▸ Prompt
Could you transcribe every record below exactly as written, excluding the pictures?

▸ Raw data
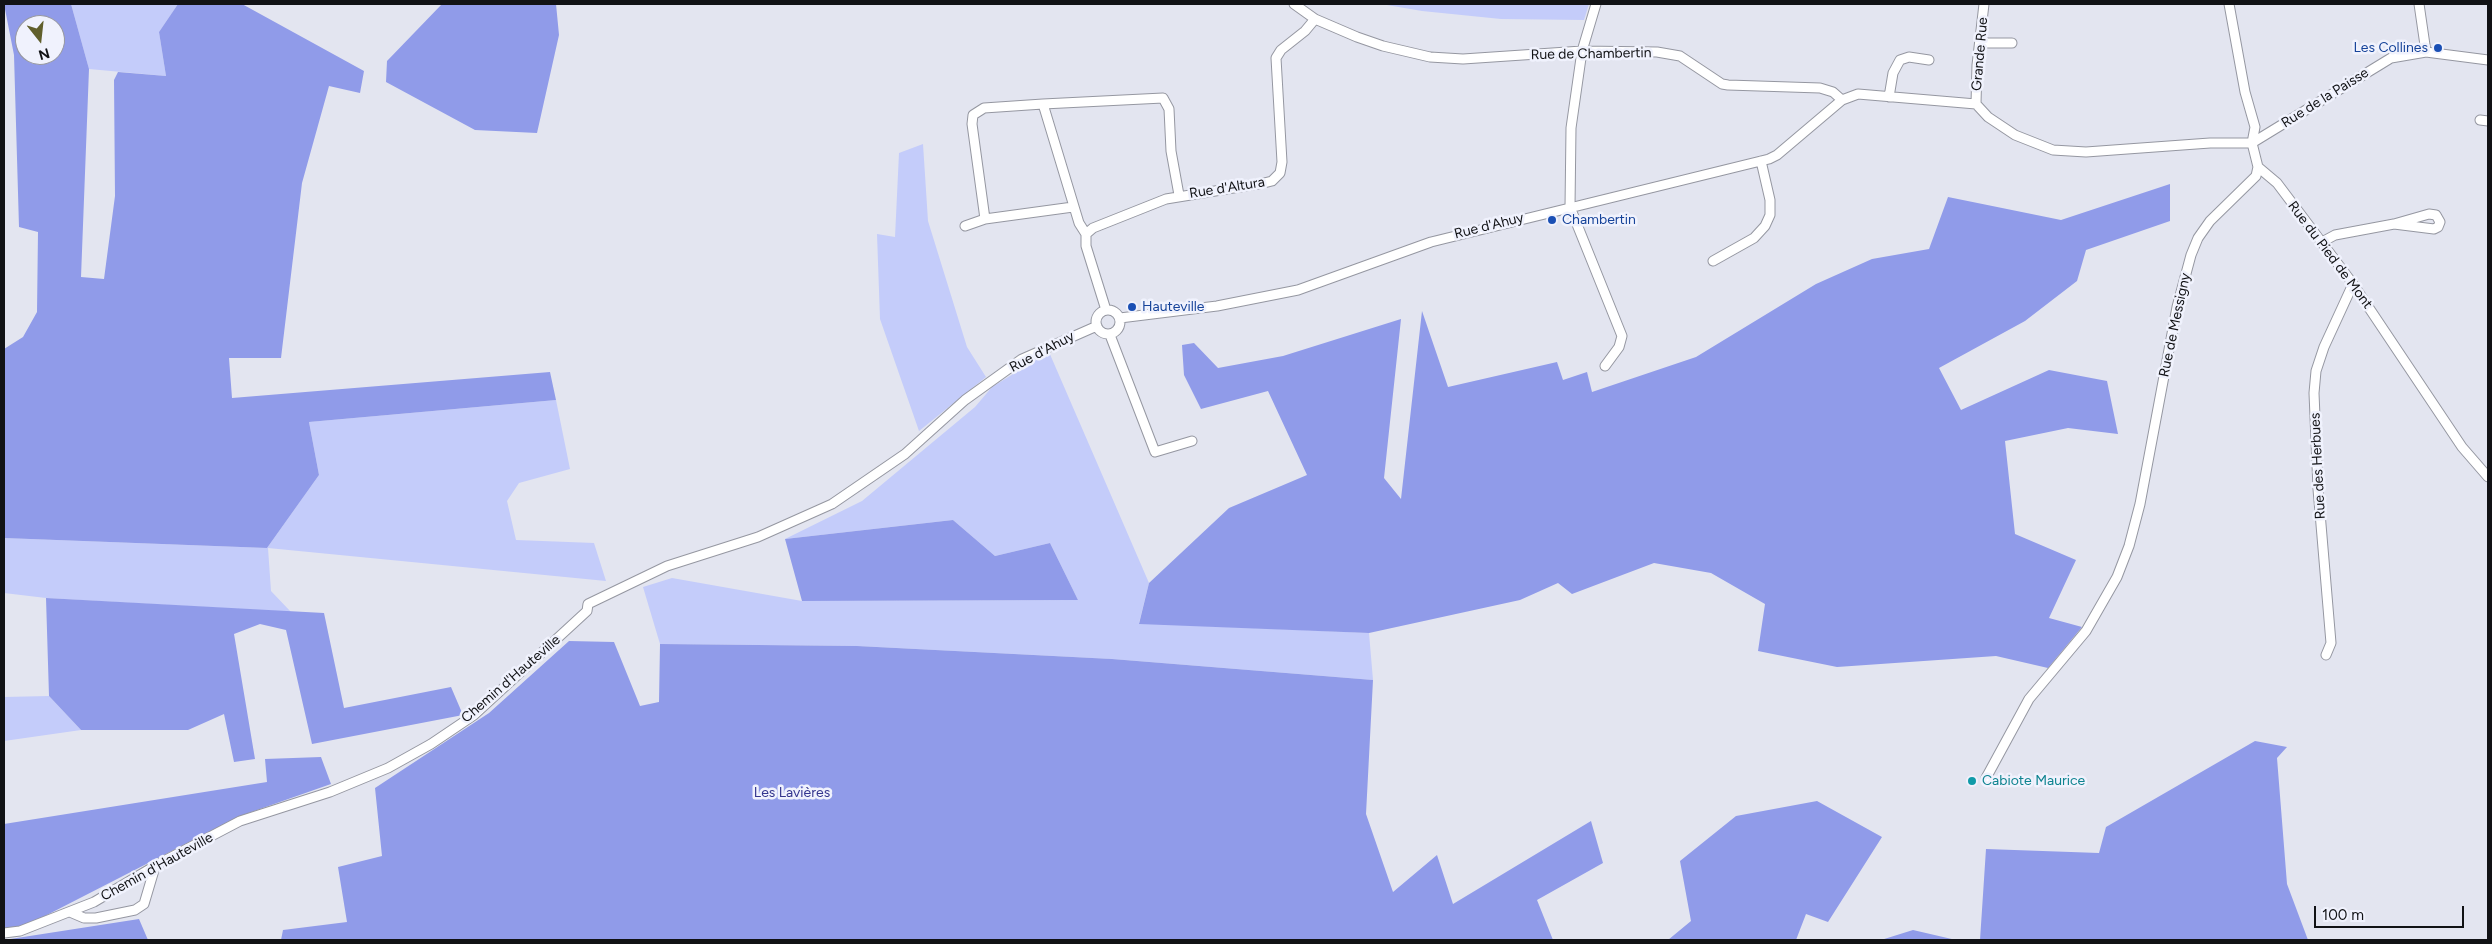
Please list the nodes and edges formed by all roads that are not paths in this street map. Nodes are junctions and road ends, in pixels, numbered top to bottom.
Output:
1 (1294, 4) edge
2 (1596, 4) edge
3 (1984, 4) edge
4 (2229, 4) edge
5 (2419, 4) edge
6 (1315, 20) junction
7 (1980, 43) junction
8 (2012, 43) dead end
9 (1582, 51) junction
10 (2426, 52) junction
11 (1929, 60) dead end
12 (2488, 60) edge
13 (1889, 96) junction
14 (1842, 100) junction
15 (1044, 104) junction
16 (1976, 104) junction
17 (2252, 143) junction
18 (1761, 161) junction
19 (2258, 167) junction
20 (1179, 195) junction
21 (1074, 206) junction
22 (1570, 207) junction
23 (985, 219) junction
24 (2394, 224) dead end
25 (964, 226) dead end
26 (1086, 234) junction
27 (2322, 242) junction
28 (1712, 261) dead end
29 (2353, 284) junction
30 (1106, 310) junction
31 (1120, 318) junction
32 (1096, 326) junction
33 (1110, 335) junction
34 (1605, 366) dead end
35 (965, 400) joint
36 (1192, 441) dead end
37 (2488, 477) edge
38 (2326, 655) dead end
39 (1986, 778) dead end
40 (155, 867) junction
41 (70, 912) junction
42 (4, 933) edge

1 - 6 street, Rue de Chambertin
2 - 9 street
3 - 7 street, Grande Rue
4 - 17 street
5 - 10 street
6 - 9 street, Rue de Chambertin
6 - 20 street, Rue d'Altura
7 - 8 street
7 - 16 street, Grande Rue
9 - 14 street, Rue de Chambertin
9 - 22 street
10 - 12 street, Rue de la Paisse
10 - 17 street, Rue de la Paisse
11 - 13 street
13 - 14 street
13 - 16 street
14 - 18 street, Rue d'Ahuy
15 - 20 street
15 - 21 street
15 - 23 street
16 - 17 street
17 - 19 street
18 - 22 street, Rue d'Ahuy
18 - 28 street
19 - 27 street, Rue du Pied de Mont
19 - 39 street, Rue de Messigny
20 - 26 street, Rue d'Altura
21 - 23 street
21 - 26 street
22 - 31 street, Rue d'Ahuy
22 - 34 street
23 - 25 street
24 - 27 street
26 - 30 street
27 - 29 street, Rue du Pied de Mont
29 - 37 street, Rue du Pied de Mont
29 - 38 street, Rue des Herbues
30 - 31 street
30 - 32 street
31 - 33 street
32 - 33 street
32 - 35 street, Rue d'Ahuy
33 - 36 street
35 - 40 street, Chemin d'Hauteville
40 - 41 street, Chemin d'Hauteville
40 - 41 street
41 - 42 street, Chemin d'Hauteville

▸ Answer below
Please list the nodes and edges formed by all roads that are not paths in this street map. Nodes are junctions and road ends, in pixels, numbered top to bottom.
Output:
1 (1294, 4) edge
2 (1596, 4) edge
3 (1984, 4) edge
4 (2229, 4) edge
5 (2419, 4) edge
6 (1315, 20) junction
7 (1980, 43) junction
8 (2012, 43) dead end
9 (1582, 51) junction
10 (2426, 52) junction
11 (1929, 60) dead end
12 (2488, 60) edge
13 (1889, 96) junction
14 (1842, 100) junction
15 (1044, 104) junction
16 (1976, 104) junction
17 (2252, 143) junction
18 (1761, 161) junction
19 (2258, 167) junction
20 (1179, 195) junction
21 (1074, 206) junction
22 (1570, 207) junction
23 (985, 219) junction
24 (2394, 224) dead end
25 (964, 226) dead end
26 (1086, 234) junction
27 (2322, 242) junction
28 (1712, 261) dead end
29 (2353, 284) junction
30 (1106, 310) junction
31 (1120, 318) junction
32 (1096, 326) junction
33 (1110, 335) junction
34 (1605, 366) dead end
35 (965, 400) joint
36 (1192, 441) dead end
37 (2488, 477) edge
38 (2326, 655) dead end
39 (1986, 778) dead end
40 (155, 867) junction
41 (70, 912) junction
42 (4, 933) edge

1 - 6 street, Rue de Chambertin
2 - 9 street
3 - 7 street, Grande Rue
4 - 17 street
5 - 10 street
6 - 9 street, Rue de Chambertin
6 - 20 street, Rue d'Altura
7 - 8 street
7 - 16 street, Grande Rue
9 - 14 street, Rue de Chambertin
9 - 22 street
10 - 12 street, Rue de la Paisse
10 - 17 street, Rue de la Paisse
11 - 13 street
13 - 14 street
13 - 16 street
14 - 18 street, Rue d'Ahuy
15 - 20 street
15 - 21 street
15 - 23 street
16 - 17 street
17 - 19 street
18 - 22 street, Rue d'Ahuy
18 - 28 street
19 - 27 street, Rue du Pied de Mont
19 - 39 street, Rue de Messigny
20 - 26 street, Rue d'Altura
21 - 23 street
21 - 26 street
22 - 31 street, Rue d'Ahuy
22 - 34 street
23 - 25 street
24 - 27 street
26 - 30 street
27 - 29 street, Rue du Pied de Mont
29 - 37 street, Rue du Pied de Mont
29 - 38 street, Rue des Herbues
30 - 31 street
30 - 32 street
31 - 33 street
32 - 33 street
32 - 35 street, Rue d'Ahuy
33 - 36 street
35 - 40 street, Chemin d'Hauteville
40 - 41 street, Chemin d'Hauteville
40 - 41 street
41 - 42 street, Chemin d'Hauteville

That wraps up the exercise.